My morning chorus has a new song today.  I’m thinking of learning the cricket language so I can talk back to them.  I’m sure they know a lot.  They hear the rapid fire of weapons gripped by careless hands, the sirens, and the fast cars at  midnight.  They feel the earth vibrating under each truck lumbering by while I’m just moving around in the morning.  The sneaky feet on the driveway when no one is home trample on their hiding places.  If I spoke their language, I could protect myself, I’m sure of that.  I’d be in the know.

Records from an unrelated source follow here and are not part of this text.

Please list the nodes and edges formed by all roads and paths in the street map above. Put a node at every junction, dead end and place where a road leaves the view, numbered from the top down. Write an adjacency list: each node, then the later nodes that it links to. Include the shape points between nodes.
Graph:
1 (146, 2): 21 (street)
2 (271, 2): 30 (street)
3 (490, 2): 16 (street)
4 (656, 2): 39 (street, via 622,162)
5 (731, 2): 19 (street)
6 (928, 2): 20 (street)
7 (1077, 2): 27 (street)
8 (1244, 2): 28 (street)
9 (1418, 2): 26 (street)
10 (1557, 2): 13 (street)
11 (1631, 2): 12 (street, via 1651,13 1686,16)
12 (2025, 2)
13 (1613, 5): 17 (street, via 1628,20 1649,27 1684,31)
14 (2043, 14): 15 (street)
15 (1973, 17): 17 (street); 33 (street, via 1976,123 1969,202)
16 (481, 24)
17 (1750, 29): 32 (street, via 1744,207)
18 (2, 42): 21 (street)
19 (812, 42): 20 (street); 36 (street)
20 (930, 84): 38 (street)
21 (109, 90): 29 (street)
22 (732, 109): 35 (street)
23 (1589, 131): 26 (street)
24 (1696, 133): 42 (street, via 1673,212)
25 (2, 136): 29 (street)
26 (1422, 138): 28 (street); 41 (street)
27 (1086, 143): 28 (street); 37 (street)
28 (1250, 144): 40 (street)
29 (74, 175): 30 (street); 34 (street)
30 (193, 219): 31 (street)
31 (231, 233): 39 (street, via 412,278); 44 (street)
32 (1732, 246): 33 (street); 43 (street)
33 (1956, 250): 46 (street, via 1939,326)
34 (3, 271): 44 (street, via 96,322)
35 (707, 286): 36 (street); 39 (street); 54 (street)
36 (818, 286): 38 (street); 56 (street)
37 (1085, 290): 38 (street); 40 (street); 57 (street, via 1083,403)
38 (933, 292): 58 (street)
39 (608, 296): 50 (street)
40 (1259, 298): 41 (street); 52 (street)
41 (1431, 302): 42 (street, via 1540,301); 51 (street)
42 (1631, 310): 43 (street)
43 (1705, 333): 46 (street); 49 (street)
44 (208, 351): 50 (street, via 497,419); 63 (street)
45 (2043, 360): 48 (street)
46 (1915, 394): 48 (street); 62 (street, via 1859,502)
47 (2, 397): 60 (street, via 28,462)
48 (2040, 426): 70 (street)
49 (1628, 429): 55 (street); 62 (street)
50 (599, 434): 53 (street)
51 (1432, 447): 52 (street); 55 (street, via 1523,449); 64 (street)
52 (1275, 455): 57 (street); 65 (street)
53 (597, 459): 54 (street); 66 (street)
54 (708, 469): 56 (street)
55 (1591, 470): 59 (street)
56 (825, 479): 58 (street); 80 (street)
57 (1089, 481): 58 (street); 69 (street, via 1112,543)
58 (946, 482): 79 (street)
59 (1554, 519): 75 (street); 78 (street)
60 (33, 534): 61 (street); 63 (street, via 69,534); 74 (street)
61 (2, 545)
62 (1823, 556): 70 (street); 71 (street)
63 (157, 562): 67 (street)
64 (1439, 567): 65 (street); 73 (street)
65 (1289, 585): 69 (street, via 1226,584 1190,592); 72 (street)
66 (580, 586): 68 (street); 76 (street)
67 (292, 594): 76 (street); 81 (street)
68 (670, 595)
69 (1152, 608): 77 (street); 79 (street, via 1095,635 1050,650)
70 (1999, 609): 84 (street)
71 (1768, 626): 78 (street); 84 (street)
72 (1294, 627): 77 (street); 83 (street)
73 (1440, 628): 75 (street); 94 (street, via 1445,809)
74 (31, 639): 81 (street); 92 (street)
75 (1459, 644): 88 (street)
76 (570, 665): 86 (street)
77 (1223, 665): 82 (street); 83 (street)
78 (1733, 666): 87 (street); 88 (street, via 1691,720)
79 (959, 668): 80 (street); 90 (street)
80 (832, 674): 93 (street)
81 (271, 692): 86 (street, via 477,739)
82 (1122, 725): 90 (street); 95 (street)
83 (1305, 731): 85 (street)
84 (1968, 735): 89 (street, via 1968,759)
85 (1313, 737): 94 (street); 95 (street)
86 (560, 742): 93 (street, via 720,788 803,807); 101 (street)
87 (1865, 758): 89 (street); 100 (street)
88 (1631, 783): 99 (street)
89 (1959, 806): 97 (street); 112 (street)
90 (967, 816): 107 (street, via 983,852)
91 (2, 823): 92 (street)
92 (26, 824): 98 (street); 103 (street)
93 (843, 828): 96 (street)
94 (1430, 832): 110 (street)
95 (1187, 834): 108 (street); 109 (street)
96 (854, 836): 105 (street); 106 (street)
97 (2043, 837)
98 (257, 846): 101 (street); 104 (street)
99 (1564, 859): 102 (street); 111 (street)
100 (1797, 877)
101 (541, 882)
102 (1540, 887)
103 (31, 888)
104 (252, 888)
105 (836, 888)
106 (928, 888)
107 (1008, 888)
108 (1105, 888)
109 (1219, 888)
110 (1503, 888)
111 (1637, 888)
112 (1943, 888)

A friend stopped by First Friday to see me last night.  We chatted with his daughter in the parking lot, then he walked me to my car.  Be careful going home,  he cautioned.  I assured him that I would.  But I had no such intention.  I stopped at every red light with my window open, hanging out with my cell phone camera held in front of my aging eyes.  By the time I got to my house, I had seen my city, really seen her, with her twitchy lights and bold disposition.  I’d given her a Kleenex and told her to fix her mascara and re-apply her lipstick.  I had complimented her new dress and flicked a few crumbs from the front of her sweater.  I’d given her a midnight hug and told her to stay away from fast boys and women who wouldn’t meet her eyes.  I’d told her, Don’t go with strangers, you don’t have to make your living that way anymore.  

But maybe she does.  When I woke up today, someone had posted on the Nextdoor App, Anybody awake and listening to those gunshots at 60th and Troost?  Just three blocks from me.  Oh Kansas City!  Take care of yourself; it’s a wicked world.

Mugwumpishly tendered,

Corinne Corley

From downtown to home.  I might have one or two out of order, but you get the picture, eh?